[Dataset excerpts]
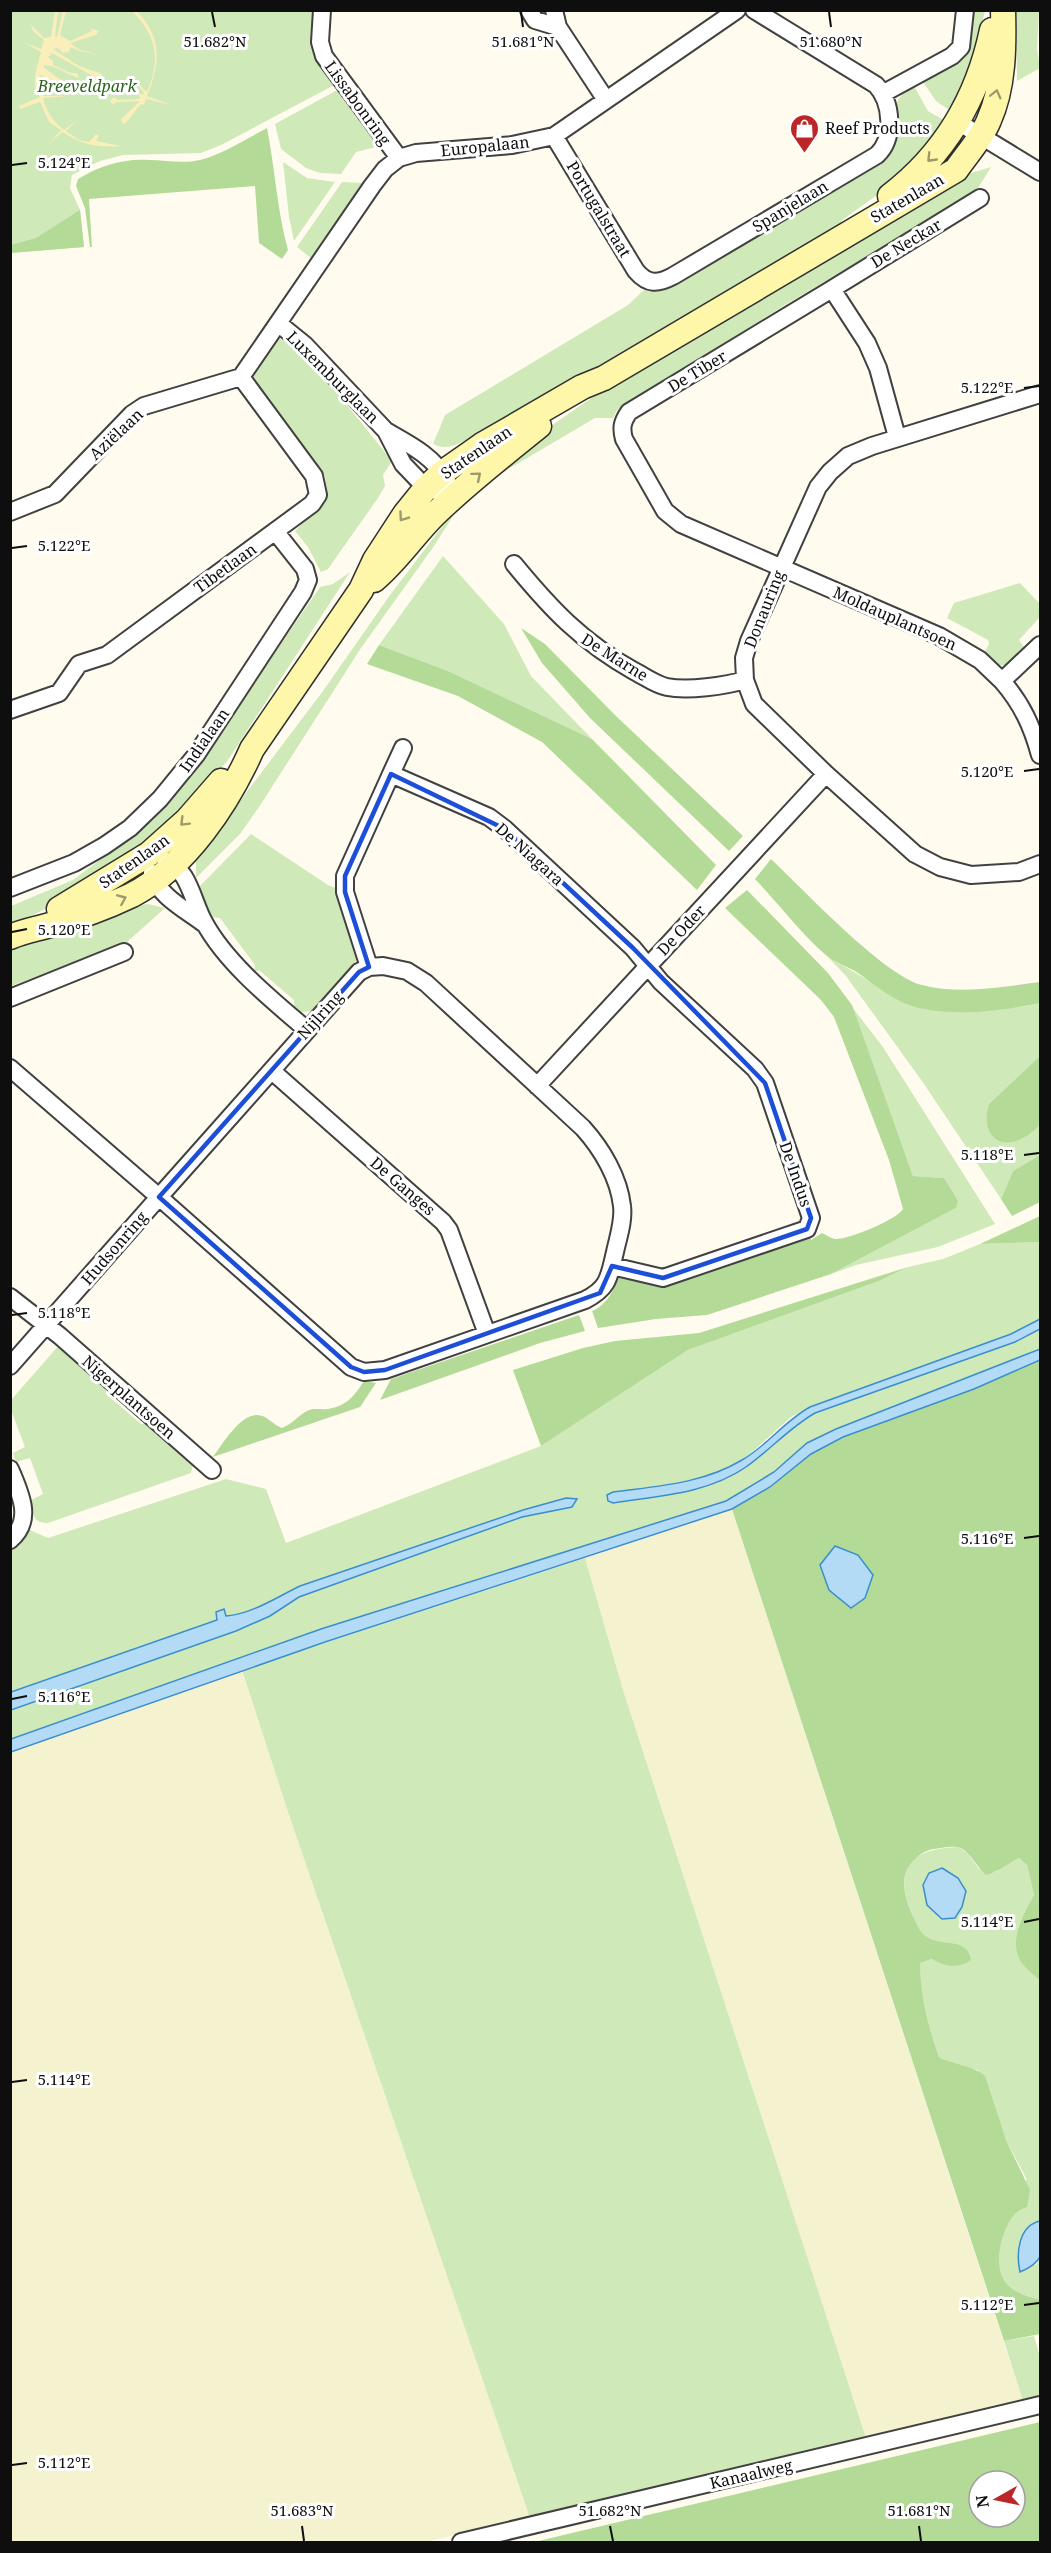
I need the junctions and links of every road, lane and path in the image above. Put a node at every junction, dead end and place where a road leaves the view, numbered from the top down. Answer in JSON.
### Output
{"nodes":[{"id":1,"x":322,"y":10,"type":"edge"},
{"id":2,"x":529,"y":10,"type":"edge"},
{"id":3,"x":737,"y":10,"type":"edge"},
{"id":4,"x":754,"y":10,"type":"edge"},
{"id":5,"x":965,"y":10,"type":"edge"},
{"id":6,"x":996,"y":10,"type":"edge"},
{"id":7,"x":1003,"y":10,"type":"edge"},
{"id":8,"x":556,"y":19,"type":"edge"},
{"id":9,"x":884,"y":93,"type":"junction"},
{"id":10,"x":606,"y":100,"type":"junction"},
{"id":11,"x":958,"y":122,"type":"junction"},
{"id":12,"x":554,"y":136,"type":"junction"},
{"id":13,"x":981,"y":136,"type":"junction"},
{"id":14,"x":399,"y":158,"type":"junction"},
{"id":15,"x":1041,"y":172,"type":"edge"},
{"id":16,"x":980,"y":198,"type":"dead end"},
{"id":17,"x":835,"y":239,"type":"junction"},
{"id":18,"x":645,"y":281,"type":"joint"},
{"id":19,"x":832,"y":290,"type":"junction"},
{"id":20,"x":279,"y":324,"type":"junction"},
{"id":21,"x":241,"y":377,"type":"junction"},
{"id":22,"x":604,"y":378,"type":"junction"},
{"id":23,"x":1041,"y":394,"type":"edge"},
{"id":24,"x":897,"y":437,"type":"junction"},
{"id":25,"x":434,"y":480,"type":"junction"},
{"id":26,"x":454,"y":496,"type":"junction"},
{"id":27,"x":10,"y":512,"type":"edge"},
{"id":28,"x":275,"y":531,"type":"junction"},
{"id":29,"x":514,"y":564,"type":"dead end"},
{"id":30,"x":780,"y":568,"type":"junction"},
{"id":31,"x":361,"y":591,"type":"junction"},
{"id":32,"x":1041,"y":645,"type":"edge"},
{"id":33,"x":745,"y":680,"type":"junction"},
{"id":34,"x":1002,"y":681,"type":"junction"},
{"id":35,"x":10,"y":710,"type":"edge"},
{"id":36,"x":403,"y":748,"type":"dead end"},
{"id":37,"x":252,"y":749,"type":"junction"},
{"id":38,"x":1041,"y":755,"type":"edge"},
{"id":39,"x":391,"y":774,"type":"junction"},
{"id":40,"x":826,"y":774,"type":"junction"},
{"id":41,"x":148,"y":854,"type":"junction"},
{"id":42,"x":175,"y":864,"type":"junction"},
{"id":43,"x":1041,"y":864,"type":"edge"},
{"id":44,"x":154,"y":882,"type":"junction"},
{"id":45,"x":10,"y":888,"type":"edge"},
{"id":46,"x":204,"y":923,"type":"junction"},
{"id":47,"x":19,"y":933,"type":"edge"},
{"id":48,"x":124,"y":952,"type":"dead end"},
{"id":49,"x":648,"y":966,"type":"junction"},
{"id":50,"x":369,"y":967,"type":"junction"},
{"id":51,"x":10,"y":998,"type":"edge"},
{"id":52,"x":307,"y":1030,"type":"junction"},
{"id":53,"x":10,"y":1068,"type":"edge"},
{"id":54,"x":272,"y":1071,"type":"junction"},
{"id":55,"x":537,"y":1086,"type":"junction"},
{"id":56,"x":159,"y":1197,"type":"junction"},
{"id":57,"x":612,"y":1266,"type":"junction"},
{"id":58,"x":10,"y":1297,"type":"edge"},
{"id":59,"x":46,"y":1326,"type":"junction"},
{"id":60,"x":487,"y":1334,"type":"junction"},
{"id":61,"x":10,"y":1366,"type":"edge"},
{"id":62,"x":10,"y":1469,"type":"edge"},
{"id":63,"x":212,"y":1470,"type":"dead end"},
{"id":64,"x":10,"y":1540,"type":"edge"},
{"id":65,"x":1041,"y":2405,"type":"edge"},
{"id":66,"x":461,"y":2542,"type":"edge"}],
"edges":[{"from":1,"to":14,"type":"street","name":"Lissabonring"},
{"from":2,"to":8,"type":"street"},
{"from":3,"to":10,"type":"street","name":"Europalaan"},
{"from":4,"to":9,"type":"street"},
{"from":5,"to":9,"type":"street"},
{"from":6,"to":11,"type":"main road","name":"Statenlaan"},
{"from":13,"to":7,"type":"main road","name":"Statenlaan","one_way":true},
{"from":8,"to":10,"type":"street"},
{"from":9,"to":18,"type":"street","name":"Spanjelaan"},
{"from":10,"to":12,"type":"street","name":"Europalaan"},
{"from":11,"to":13,"type":"street"},
{"from":11,"to":17,"type":"main road","name":"Statenlaan","one_way":true},
{"from":12,"to":14,"type":"street","name":"Europalaan"},
{"from":12,"to":18,"type":"street","name":"Portugalstraat"},
{"from":13,"to":15,"type":"street"},
{"from":13,"to":17,"type":"main road","name":"Statenlaan"},
{"from":14,"to":20,"type":"street"},
{"from":16,"to":19,"type":"street","name":"De Neckar"},
{"from":17,"to":22,"type":"main road","name":"Statenlaan"},
{"from":19,"to":24,"type":"street"},
{"from":19,"to":30,"type":"street","name":"De Tiber"},
{"from":20,"to":21,"type":"street"},
{"from":20,"to":25,"type":"street","name":"Luxemburglaan"},
{"from":21,"to":27,"type":"street","name":"Aziëlaan"},
{"from":21,"to":28,"type":"street","name":"Tibetlaan"},
{"from":22,"to":25,"type":"main road","name":"Statenlaan"},
{"from":26,"to":22,"type":"main road","name":"Statenlaan","one_way":true},
{"from":23,"to":24,"type":"street","name":"Donauring"},
{"from":24,"to":30,"type":"street","name":"Donauring"},
{"from":25,"to":26,"type":"street","name":"Luxemburglaan"},
{"from":25,"to":31,"type":"main road","name":"Statenlaan","one_way":true},
{"from":26,"to":31,"type":"main road","name":"Statenlaan"},
{"from":28,"to":35,"type":"street","name":"Tibetlaan"},
{"from":28,"to":45,"type":"street","name":"Indialaan"},
{"from":29,"to":33,"type":"street","name":"De Marne"},
{"from":30,"to":33,"type":"street","name":"Donauring"},
{"from":30,"to":34,"type":"street","name":"Moldauplantsoen"},
{"from":31,"to":37,"type":"main road","name":"Statenlaan"},
{"from":32,"to":34,"type":"street"},
{"from":33,"to":40,"type":"street","name":"Donauring"},
{"from":34,"to":38,"type":"street","name":"Moldauplantsoen"},
{"from":36,"to":39,"type":"street"},
{"from":37,"to":41,"type":"main road","name":"Statenlaan","one_way":true},
{"from":37,"to":42,"type":"main road","name":"Statenlaan"},
{"from":39,"to":49,"type":"street","name":"De Niagara"},
{"from":39,"to":50,"type":"street"},
{"from":40,"to":43,"type":"street","name":"Donauring"},
{"from":40,"to":49,"type":"street","name":"De Oder"},
{"from":41,"to":42,"type":"street"},
{"from":41,"to":44,"type":"street"},
{"from":41,"to":47,"type":"main road","name":"Statenlaan"},
{"from":42,"to":44,"type":"main road","name":"Statenlaan"},
{"from":42,"to":46,"type":"street"},
{"from":44,"to":46,"type":"street"},
{"from":47,"to":44,"type":"main road","name":"Statenlaan","one_way":true},
{"from":46,"to":52,"type":"street"},
{"from":48,"to":51,"type":"street"},
{"from":49,"to":55,"type":"street","name":"De Oder"},
{"from":49,"to":57,"type":"street","name":"De Indus"},
{"from":50,"to":52,"type":"street","name":"Nijlring"},
{"from":50,"to":55,"type":"street"},
{"from":52,"to":54,"type":"street","name":"Nijlring"},
{"from":53,"to":56,"type":"street","name":"Hudsonring"},
{"from":54,"to":56,"type":"street","name":"Nijlring"},
{"from":54,"to":60,"type":"street","name":"De Ganges"},
{"from":55,"to":57,"type":"street"},
{"from":56,"to":59,"type":"street","name":"Hudsonring"},
{"from":56,"to":60,"type":"street"},
{"from":57,"to":60,"type":"street"},
{"from":58,"to":59,"type":"street","name":"Nigerplantsoen"},
{"from":59,"to":61,"type":"street","name":"Hudsonring"},
{"from":59,"to":63,"type":"street","name":"Nigerplantsoen"},
{"from":62,"to":64,"type":"street"},
{"from":65,"to":66,"type":"street","name":"Kanaalweg"}]}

■ **THE TASK**
Collect each line above holding the string "Hudsonring".

■ **SOLUTION TO THE PROBLEM**
{"from":53,"to":56,"type":"street","name":"Hudsonring"},
{"from":56,"to":59,"type":"street","name":"Hudsonring"},
{"from":59,"to":61,"type":"street","name":"Hudsonring"},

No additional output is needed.